Logical backups are human-readable and can be inspected or modified if needed.
When creating logical backups of your PostgreSQL database, pg_dump
is the go-to tool. To create a logical backup using pg_dump
, you can use the following basic command:
pg_dump [database_name] -f backup_file.sql
-f or --file: Specifies the file path of the output file.
This command connects to the specified database, retrieves the SQL commands necessary to recreate the database objects and data, and saves them to a file named backup_file.sql.
For example, to create a logical backup of our e-commerce database, you would run:
pg_dump ecommerce -f /tmp/ecommerce_backup.sql
pg_dump
provides many options to customize the backup process. Some commonly used options include:
-U or --username: Specifies the username to connect to the database.
-W or --password: Prompts for the password to authenticate the connection.
-j or --jobs: Enables parallel backup by specifying the number of concurrent jobs.
-F or --format: Specifies the output format of the backup file. The available formats are plain (default), custom, directory, and tar.
For example, to create a backup of e-commerce database in the tar format with username and password authentication, you would run:
pg_dump -U postgres -W -F tar ecommerce -f /tmp/ecommerce_backup.tar
In this example:
-F tar specifies the tar format, which creates an uncompressed tar archive.
The output file extension is .tar to reflect the tar format.
It's important to note that when using pg_dump
for migration purposes, you should use the custom or directory format, as they provide additional features like compression and parallel restoration. You can find the complete list of available options in the PostgreSQL documentation.
In addition to pg_dump
, PostgreSQL also provides pg_dumpall
, which creates a logical backup of an entire PostgreSQL cluster, including all databases, roles, and other cluster-wide objects.
The key difference between pg_dump
and pg_dumpall
is that pg_dumpall
includes cluster-level objects like user roles and permissions while pg_dump
focuses on a single database.
To create a logical backup of an entire cluster using pg_dumpall
, you can use the following command:
pg_dumpall -U postgres -W -f /tmp/cluster_backup.tar
This command will generate an SQL script that includes commands to recreate all databases, roles, and other cluster-wide objects.

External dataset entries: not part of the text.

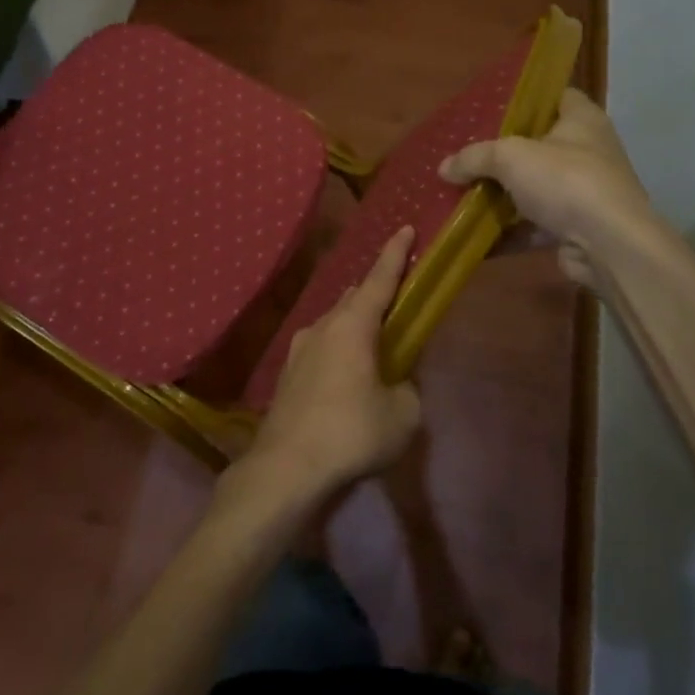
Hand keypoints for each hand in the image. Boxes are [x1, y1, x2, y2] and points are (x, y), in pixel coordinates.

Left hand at [230, 227, 421, 507]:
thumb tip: (397, 383)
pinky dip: (339, 348)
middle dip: (376, 293)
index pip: (380, 279)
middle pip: (354, 298)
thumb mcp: (402, 414)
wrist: (286, 466)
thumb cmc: (351, 432)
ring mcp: (299, 349)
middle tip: (396, 298)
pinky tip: (346, 374)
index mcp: (353, 326)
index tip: (405, 228)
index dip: (396, 254)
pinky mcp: (288, 373)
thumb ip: (407, 389)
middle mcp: (323, 326)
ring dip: (355, 324)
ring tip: (374, 342)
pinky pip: (321, 347)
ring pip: (334, 323)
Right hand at [440, 88, 658, 287]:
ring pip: (535, 188)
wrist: (608, 246)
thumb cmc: (565, 181)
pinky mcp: (576, 228)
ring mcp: (584, 192)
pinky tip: (475, 234)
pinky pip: (534, 225)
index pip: (558, 96)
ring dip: (503, 195)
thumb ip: (475, 158)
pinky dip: (509, 230)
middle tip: (468, 152)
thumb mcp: (510, 157)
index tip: (493, 107)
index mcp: (582, 120)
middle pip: (540, 145)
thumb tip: (444, 168)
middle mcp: (588, 151)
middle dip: (504, 152)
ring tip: (463, 192)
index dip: (528, 98)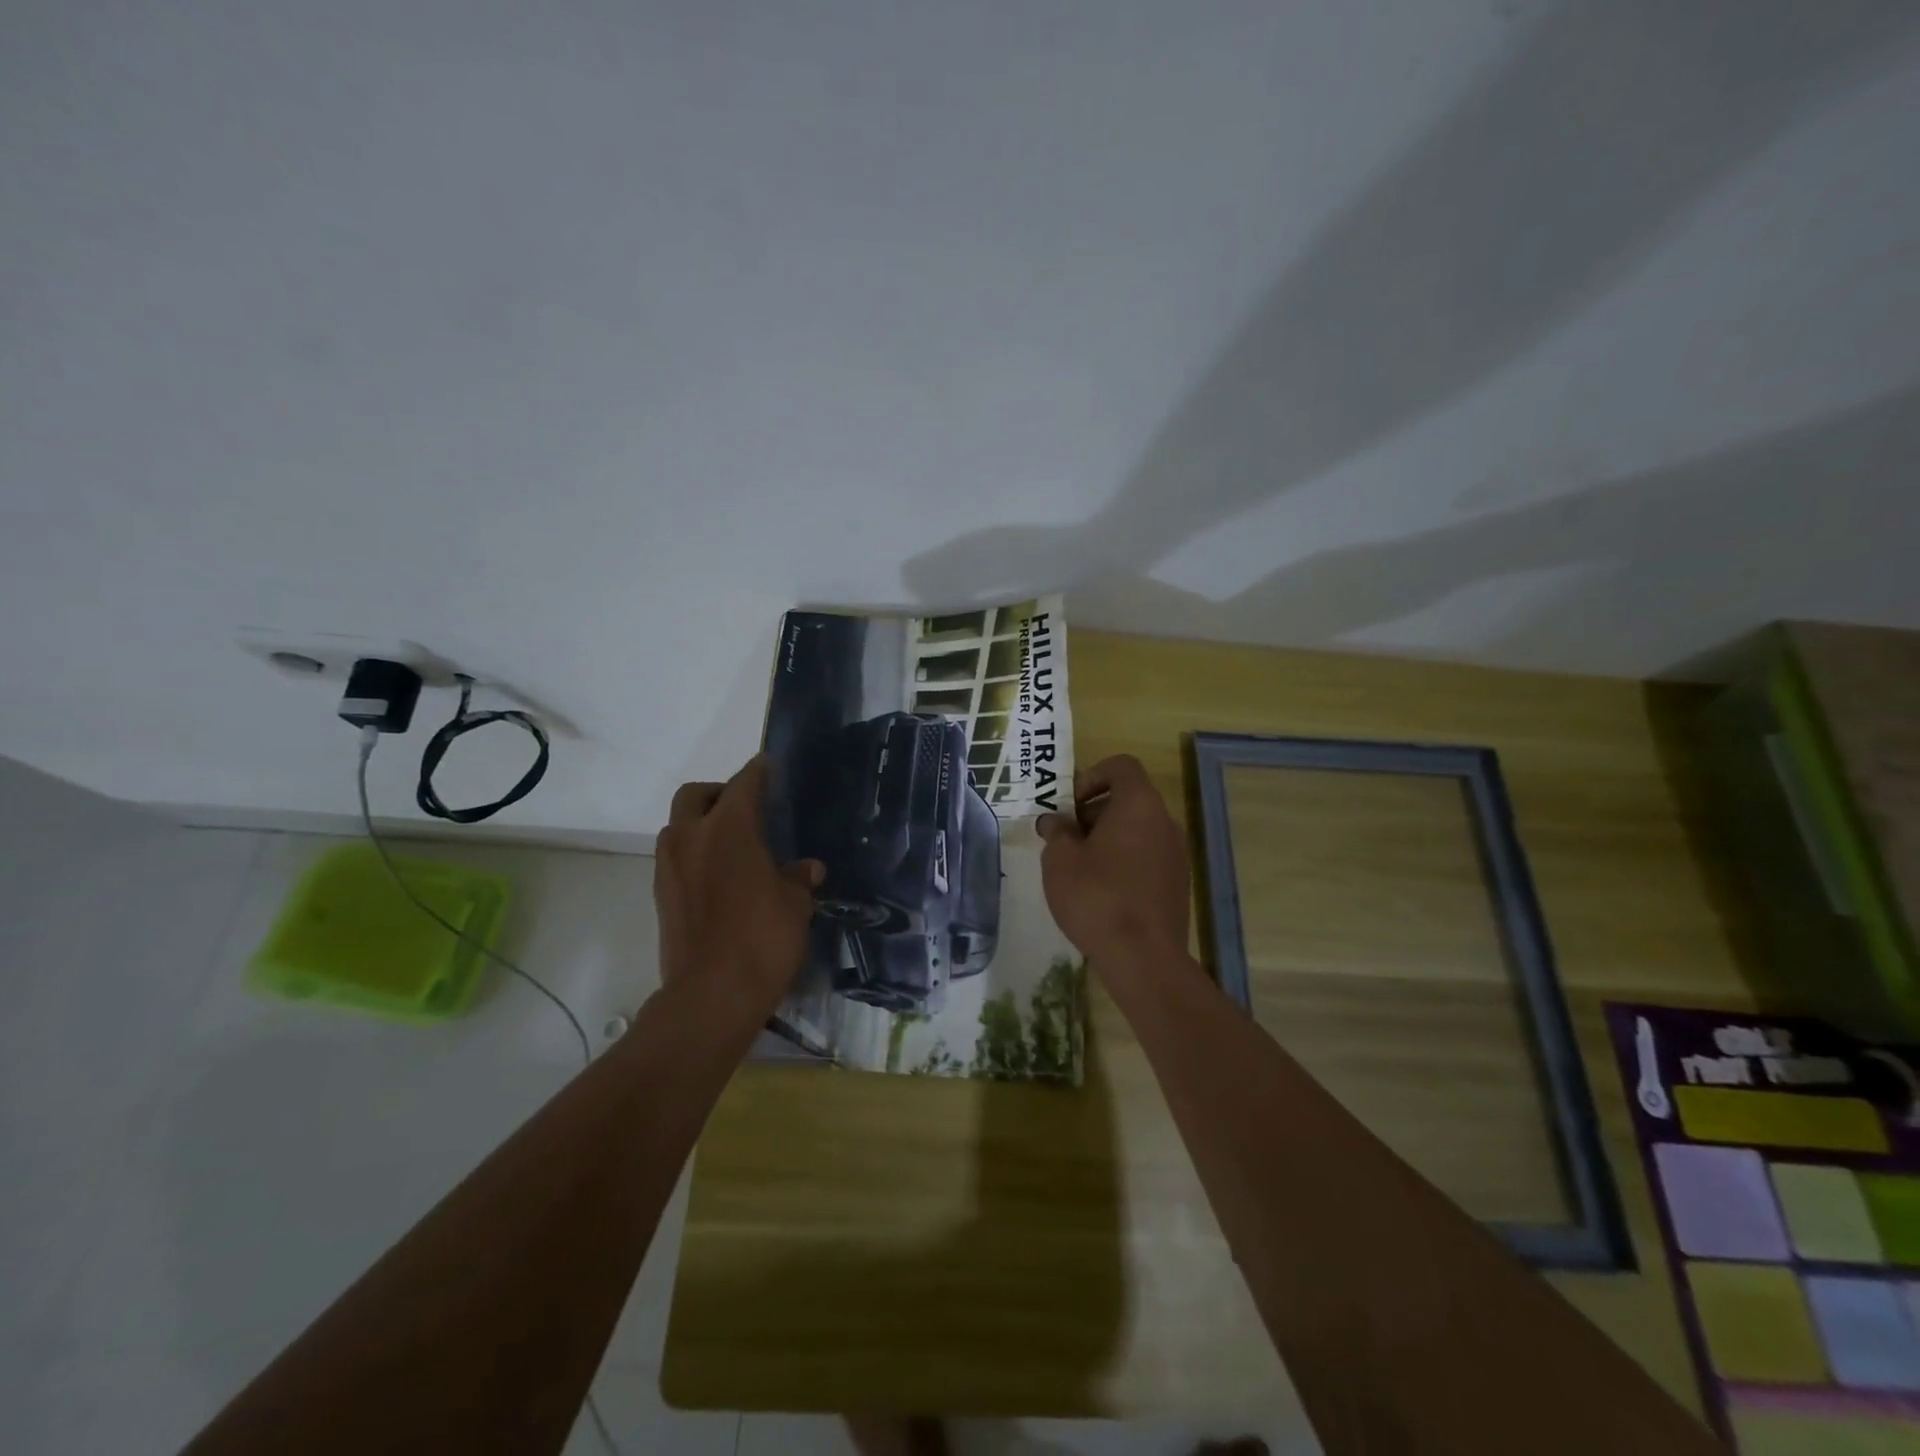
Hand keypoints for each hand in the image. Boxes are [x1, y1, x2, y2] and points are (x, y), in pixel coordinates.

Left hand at [654, 755, 822, 1018]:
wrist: (712, 996)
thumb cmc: (763, 939)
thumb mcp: (795, 905)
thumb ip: (798, 878)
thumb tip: (806, 869)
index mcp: (729, 829)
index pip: (743, 784)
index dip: (757, 772)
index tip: (767, 766)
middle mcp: (692, 838)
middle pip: (694, 795)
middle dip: (717, 792)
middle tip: (743, 807)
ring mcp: (670, 868)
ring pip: (678, 826)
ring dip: (699, 824)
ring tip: (730, 843)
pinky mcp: (661, 897)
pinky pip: (675, 858)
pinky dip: (693, 854)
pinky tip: (718, 877)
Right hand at [1036, 754, 1189, 968]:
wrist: (1143, 959)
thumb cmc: (1097, 897)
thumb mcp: (1060, 860)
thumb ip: (1057, 832)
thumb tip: (1056, 823)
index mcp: (1139, 805)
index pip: (1121, 766)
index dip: (1091, 776)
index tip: (1070, 806)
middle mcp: (1165, 822)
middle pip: (1128, 799)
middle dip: (1093, 812)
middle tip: (1065, 840)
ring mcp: (1176, 854)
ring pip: (1137, 830)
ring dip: (1107, 839)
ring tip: (1079, 868)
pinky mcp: (1177, 884)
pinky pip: (1146, 857)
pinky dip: (1124, 862)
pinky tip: (1101, 892)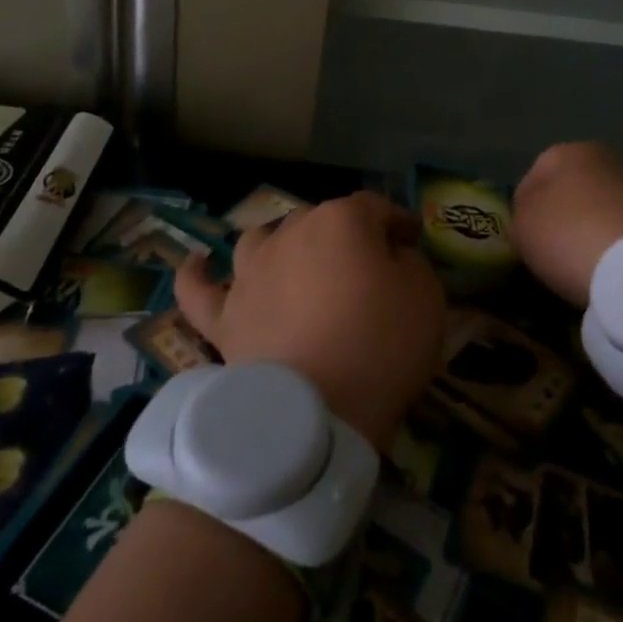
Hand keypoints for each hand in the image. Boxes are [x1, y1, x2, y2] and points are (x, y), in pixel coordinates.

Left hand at [174, 192, 446, 450]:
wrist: (316, 413)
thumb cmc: (380, 347)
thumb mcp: (425, 297)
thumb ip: (409, 262)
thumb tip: (390, 255)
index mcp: (341, 221)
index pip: (375, 208)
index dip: (397, 221)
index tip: (412, 240)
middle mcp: (289, 234)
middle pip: (319, 220)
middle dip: (345, 235)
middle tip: (366, 266)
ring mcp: (250, 274)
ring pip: (262, 240)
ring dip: (283, 245)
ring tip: (296, 261)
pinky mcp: (224, 317)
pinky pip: (199, 289)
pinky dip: (197, 274)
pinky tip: (198, 264)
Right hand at [511, 142, 622, 306]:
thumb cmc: (572, 237)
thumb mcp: (523, 229)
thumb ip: (520, 217)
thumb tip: (532, 218)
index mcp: (563, 152)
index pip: (529, 182)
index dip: (524, 215)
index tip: (528, 245)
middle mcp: (603, 156)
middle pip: (571, 191)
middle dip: (564, 219)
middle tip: (557, 255)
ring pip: (603, 208)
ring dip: (595, 230)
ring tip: (590, 266)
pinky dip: (622, 243)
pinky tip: (618, 267)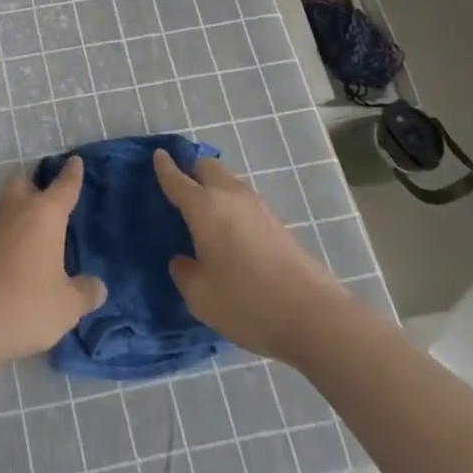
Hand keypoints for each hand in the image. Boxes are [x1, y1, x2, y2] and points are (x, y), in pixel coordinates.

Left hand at [0, 158, 106, 372]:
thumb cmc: (25, 305)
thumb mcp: (66, 306)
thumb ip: (85, 293)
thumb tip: (97, 286)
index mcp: (44, 215)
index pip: (64, 187)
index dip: (72, 174)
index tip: (74, 160)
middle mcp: (17, 210)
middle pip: (24, 182)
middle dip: (35, 184)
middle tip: (50, 198)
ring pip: (8, 203)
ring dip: (20, 208)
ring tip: (37, 229)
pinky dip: (10, 233)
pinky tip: (18, 255)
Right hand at [154, 149, 346, 363]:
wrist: (314, 316)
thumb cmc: (247, 302)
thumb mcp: (200, 296)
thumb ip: (184, 272)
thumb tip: (183, 260)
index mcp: (204, 206)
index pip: (177, 178)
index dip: (164, 167)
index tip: (157, 156)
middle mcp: (230, 196)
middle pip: (207, 167)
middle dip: (192, 171)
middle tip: (182, 190)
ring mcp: (257, 207)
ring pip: (228, 182)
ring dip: (214, 188)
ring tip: (205, 214)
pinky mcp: (277, 222)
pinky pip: (244, 201)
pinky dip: (231, 206)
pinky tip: (230, 233)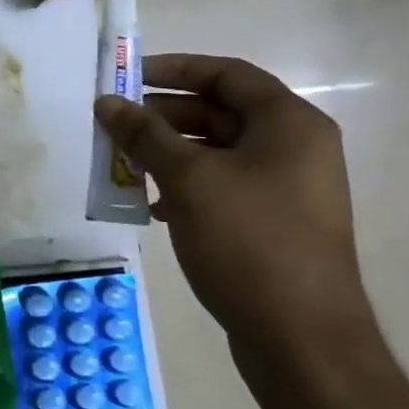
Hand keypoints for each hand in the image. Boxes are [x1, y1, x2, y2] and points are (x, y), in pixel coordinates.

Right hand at [96, 53, 378, 372]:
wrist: (302, 339)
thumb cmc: (249, 242)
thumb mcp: (189, 179)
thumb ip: (145, 134)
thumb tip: (106, 102)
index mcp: (288, 123)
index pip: (226, 74)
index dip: (174, 68)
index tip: (126, 76)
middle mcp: (294, 148)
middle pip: (219, 112)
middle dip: (162, 117)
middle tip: (115, 126)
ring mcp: (285, 188)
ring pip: (216, 152)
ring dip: (167, 153)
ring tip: (124, 165)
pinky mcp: (272, 223)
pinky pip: (222, 186)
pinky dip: (185, 186)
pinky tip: (152, 206)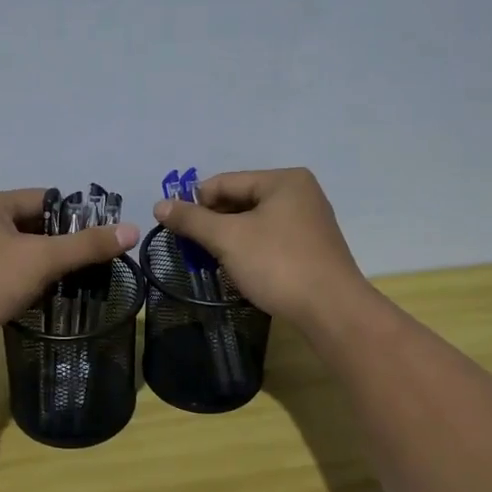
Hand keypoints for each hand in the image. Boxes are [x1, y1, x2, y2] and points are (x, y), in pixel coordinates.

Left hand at [0, 189, 138, 362]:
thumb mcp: (41, 259)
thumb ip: (86, 245)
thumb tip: (132, 229)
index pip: (45, 198)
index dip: (76, 215)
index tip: (102, 237)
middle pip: (32, 226)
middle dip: (61, 244)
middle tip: (93, 263)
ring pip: (18, 253)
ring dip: (44, 266)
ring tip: (76, 283)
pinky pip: (4, 275)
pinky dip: (25, 283)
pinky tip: (44, 298)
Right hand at [152, 168, 366, 330]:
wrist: (331, 310)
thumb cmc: (277, 264)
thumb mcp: (228, 239)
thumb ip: (192, 220)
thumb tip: (159, 205)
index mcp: (283, 180)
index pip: (225, 182)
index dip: (195, 202)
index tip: (171, 226)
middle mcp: (299, 193)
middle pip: (241, 199)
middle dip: (212, 222)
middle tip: (188, 246)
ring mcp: (308, 221)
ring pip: (254, 222)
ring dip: (228, 238)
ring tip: (207, 259)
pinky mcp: (310, 248)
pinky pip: (269, 239)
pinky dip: (248, 249)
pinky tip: (236, 267)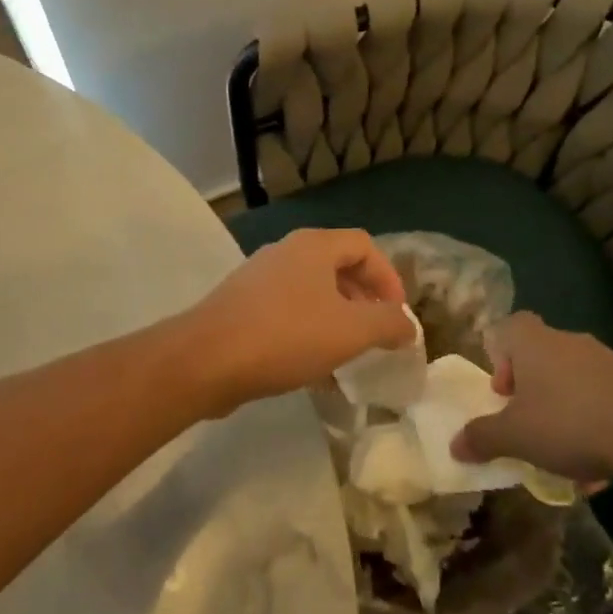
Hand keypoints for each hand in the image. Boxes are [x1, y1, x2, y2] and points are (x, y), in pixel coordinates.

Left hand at [185, 228, 414, 415]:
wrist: (205, 359)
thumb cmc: (285, 336)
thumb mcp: (350, 331)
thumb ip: (387, 324)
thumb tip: (407, 324)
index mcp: (314, 246)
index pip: (365, 245)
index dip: (388, 277)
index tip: (397, 315)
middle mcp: (286, 252)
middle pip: (338, 266)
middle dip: (363, 299)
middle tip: (376, 333)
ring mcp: (259, 277)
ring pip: (311, 291)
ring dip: (336, 318)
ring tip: (347, 354)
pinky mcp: (241, 305)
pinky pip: (287, 311)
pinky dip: (308, 331)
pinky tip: (311, 367)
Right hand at [450, 312, 612, 481]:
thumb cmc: (567, 422)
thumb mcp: (514, 436)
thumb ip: (482, 438)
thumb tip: (454, 445)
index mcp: (532, 342)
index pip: (510, 327)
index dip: (501, 356)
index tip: (504, 393)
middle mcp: (566, 341)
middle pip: (540, 356)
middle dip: (532, 391)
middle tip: (529, 423)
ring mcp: (604, 359)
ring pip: (572, 381)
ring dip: (564, 410)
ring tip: (566, 453)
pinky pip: (603, 399)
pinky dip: (596, 424)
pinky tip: (600, 464)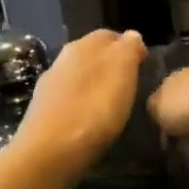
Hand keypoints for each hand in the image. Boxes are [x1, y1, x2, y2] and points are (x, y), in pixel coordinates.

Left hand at [14, 29, 146, 174]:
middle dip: (111, 65)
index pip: (110, 35)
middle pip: (92, 55)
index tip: (144, 65)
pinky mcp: (43, 112)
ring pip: (79, 77)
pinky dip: (83, 104)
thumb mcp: (122, 73)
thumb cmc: (93, 110)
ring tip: (113, 104)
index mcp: (83, 45)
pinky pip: (70, 99)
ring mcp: (50, 86)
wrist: (50, 152)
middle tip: (131, 84)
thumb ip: (128, 50)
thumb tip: (132, 36)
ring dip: (95, 85)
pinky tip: (91, 119)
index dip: (129, 47)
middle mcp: (62, 59)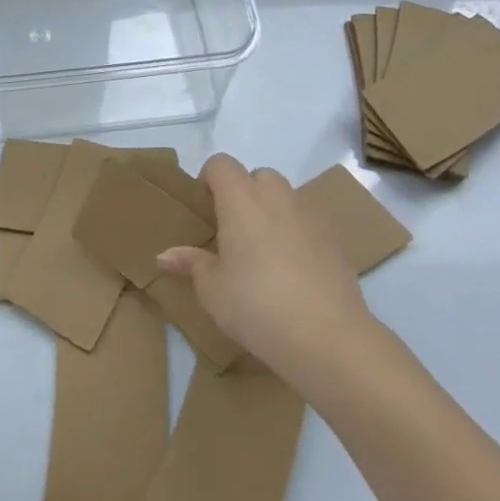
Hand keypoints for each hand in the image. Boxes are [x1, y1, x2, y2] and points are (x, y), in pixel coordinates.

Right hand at [156, 154, 371, 378]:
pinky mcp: (336, 239)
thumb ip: (191, 263)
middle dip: (244, 194)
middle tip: (233, 231)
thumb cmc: (255, 304)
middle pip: (257, 176)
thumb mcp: (211, 289)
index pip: (221, 164)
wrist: (326, 336)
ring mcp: (311, 215)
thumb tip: (164, 256)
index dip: (209, 180)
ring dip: (272, 212)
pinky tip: (293, 270)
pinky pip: (308, 222)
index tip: (205, 211)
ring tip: (263, 252)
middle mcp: (277, 197)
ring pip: (286, 197)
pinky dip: (297, 233)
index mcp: (241, 199)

Note the multiple password prompts. pg_dumpall
will connect to each database, hence the password prompt per database connection. This is the default behavior when password authentication is used. However, you can use the passfile option if there are multiple databases.
Using pg_dump
and pg_dumpall
, you can create comprehensive logical backups of your PostgreSQL databases and clusters, ensuring you have the necessary data and configuration to restore your database environment.
Once you have created a logical backup using pg_dump
, you can use pg_restore
to rebuild the database from that backup file. pg_restore
is a powerful tool that allows you to restore an entire database or specific parts of it, giving you flexibility in the restoration process.
Let's connect the examples with the previous section, where we created a logical backup of the e-commerce database using pg_dump
. We'll use that backup file to demonstrate how to use pg_restore
.
Simple example To restore the entire e-commerce database from the backup file, you can use the following command:
pg_restore -d ecommerce ecommerce_backup.sql
This command assumes that the target database e-commerce already exists and will restore the data. If the database doesn't exist, you'll need to create it first.
Examples with options
pg_restore
provides several options to customize the restoration process. Here are a few important ones:
-c or --clean: Drops database objects before recreating them. This ensures a clean restoration.
-C or --create: Creates the target database before restoring the data.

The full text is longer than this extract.